Democrats have been pushing to extend the free monthly payments through 2022 as part of the Build Back Better Act, with a plan to make them permanent.
 
Manchin saw right through what his party intended: a socialist-style universal basic income. Manchin objected to the unconditional monthly cash grants: “There’s no work requirement whatsoever. Don’t you think if we’re going to help the children,” he asked, the parents “should make some effort?”
 

 

So what about the Democratic Party that represents working people? President Joe Biden still talks the talk. “My dad used to say, ‘Joey, a job is about a lot more than a paycheck. It’s about your dignity. It’s about respect. It’s about your place in the community.’”

 

But Biden’s party is no longer walking that walk. As Rep.
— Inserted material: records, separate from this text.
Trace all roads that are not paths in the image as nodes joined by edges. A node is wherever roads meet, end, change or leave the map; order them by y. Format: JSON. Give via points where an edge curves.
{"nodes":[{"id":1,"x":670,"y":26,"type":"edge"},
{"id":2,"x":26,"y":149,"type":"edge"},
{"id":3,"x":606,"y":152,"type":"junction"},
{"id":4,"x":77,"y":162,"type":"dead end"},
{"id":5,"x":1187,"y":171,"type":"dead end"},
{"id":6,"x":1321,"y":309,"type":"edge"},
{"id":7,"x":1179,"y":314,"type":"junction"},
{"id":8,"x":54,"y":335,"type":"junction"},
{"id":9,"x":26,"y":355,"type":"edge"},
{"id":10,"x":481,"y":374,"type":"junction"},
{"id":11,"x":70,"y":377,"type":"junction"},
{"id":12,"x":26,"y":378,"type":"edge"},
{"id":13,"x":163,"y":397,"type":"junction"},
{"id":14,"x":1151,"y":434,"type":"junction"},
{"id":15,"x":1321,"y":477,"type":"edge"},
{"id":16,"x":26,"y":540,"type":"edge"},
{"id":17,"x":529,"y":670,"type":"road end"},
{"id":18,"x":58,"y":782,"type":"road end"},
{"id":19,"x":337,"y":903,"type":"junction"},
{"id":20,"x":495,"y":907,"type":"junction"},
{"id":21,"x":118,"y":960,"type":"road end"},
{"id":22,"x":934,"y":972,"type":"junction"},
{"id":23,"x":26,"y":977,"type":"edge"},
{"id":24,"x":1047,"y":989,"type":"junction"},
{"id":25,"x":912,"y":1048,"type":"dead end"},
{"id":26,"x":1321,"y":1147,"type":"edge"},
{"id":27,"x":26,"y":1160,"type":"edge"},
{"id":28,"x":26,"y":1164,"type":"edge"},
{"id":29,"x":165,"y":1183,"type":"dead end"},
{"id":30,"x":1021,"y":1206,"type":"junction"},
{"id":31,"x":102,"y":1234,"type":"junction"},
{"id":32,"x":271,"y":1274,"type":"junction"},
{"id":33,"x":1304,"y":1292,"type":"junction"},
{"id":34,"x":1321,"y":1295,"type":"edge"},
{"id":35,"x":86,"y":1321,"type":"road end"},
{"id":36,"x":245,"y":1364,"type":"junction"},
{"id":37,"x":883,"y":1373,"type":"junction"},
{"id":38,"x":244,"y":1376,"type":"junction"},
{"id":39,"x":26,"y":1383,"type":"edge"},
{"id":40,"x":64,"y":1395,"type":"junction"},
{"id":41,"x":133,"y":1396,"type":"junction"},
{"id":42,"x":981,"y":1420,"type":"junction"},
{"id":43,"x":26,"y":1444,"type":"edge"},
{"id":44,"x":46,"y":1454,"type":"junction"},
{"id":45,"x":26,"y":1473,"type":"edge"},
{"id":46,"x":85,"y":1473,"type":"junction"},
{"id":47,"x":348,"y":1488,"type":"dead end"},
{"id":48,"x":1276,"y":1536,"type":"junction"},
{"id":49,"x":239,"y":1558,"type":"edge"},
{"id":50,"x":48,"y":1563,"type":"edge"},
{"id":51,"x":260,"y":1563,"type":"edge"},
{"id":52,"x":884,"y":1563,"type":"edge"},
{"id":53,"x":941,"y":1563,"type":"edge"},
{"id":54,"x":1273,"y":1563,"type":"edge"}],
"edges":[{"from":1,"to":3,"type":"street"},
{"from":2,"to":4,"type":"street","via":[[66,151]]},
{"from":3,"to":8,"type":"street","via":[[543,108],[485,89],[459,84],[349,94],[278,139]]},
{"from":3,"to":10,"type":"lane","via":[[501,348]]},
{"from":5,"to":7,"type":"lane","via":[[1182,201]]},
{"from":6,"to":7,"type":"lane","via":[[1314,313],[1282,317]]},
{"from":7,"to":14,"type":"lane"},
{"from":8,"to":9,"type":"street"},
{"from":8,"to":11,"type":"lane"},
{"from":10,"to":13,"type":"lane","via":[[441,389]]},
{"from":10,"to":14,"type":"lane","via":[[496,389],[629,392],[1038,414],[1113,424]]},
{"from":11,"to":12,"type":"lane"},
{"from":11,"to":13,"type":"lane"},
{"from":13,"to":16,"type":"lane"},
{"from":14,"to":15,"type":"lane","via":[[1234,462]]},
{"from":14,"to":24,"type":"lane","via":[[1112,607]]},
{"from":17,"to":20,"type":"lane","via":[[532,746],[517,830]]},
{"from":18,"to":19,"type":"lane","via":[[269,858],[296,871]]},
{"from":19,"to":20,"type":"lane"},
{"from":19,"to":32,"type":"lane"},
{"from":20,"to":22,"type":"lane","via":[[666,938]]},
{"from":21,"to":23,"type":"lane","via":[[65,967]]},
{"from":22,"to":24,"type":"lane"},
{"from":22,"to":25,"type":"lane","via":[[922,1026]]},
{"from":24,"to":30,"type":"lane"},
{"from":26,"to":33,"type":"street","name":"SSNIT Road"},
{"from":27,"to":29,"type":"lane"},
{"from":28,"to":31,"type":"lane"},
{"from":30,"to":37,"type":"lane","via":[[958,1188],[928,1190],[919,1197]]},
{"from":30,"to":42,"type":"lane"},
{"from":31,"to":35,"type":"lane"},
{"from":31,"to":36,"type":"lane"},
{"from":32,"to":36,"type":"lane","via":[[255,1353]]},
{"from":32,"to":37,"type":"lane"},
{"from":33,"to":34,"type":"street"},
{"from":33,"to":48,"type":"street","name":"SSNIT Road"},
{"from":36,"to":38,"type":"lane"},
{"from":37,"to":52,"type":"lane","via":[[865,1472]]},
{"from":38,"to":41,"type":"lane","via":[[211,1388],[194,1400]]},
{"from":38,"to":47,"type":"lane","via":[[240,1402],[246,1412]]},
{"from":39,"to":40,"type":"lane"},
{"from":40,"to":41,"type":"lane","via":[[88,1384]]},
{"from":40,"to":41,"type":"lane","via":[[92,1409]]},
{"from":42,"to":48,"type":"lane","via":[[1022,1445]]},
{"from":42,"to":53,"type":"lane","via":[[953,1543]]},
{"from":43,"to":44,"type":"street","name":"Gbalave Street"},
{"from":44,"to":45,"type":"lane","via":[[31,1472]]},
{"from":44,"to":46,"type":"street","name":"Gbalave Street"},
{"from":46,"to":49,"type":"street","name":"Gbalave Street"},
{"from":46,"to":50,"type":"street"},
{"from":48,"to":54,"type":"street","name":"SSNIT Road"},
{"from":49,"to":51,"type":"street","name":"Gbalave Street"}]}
Gwen Moore (D-Wis.) told the House Ways and Means Committee during a debate over Build Back Better, “the so-called dignity of work — that’s like hearing a fingernail on a chalkboard.” New York magazine’s Eric Levitz calls Manchin’s work-ethic convictions “contemptible.”

 
Sorry, but most Americans don’t want to support the moochers.
 
Advocates of the monthly payments hail them as “already a huge success” for lifting millions of children out of poverty. Nonsense. That’s what a working parent does. The national poverty rate fell temporarily, but the payments didn’t solve the problem of parents without the mindset to support their children.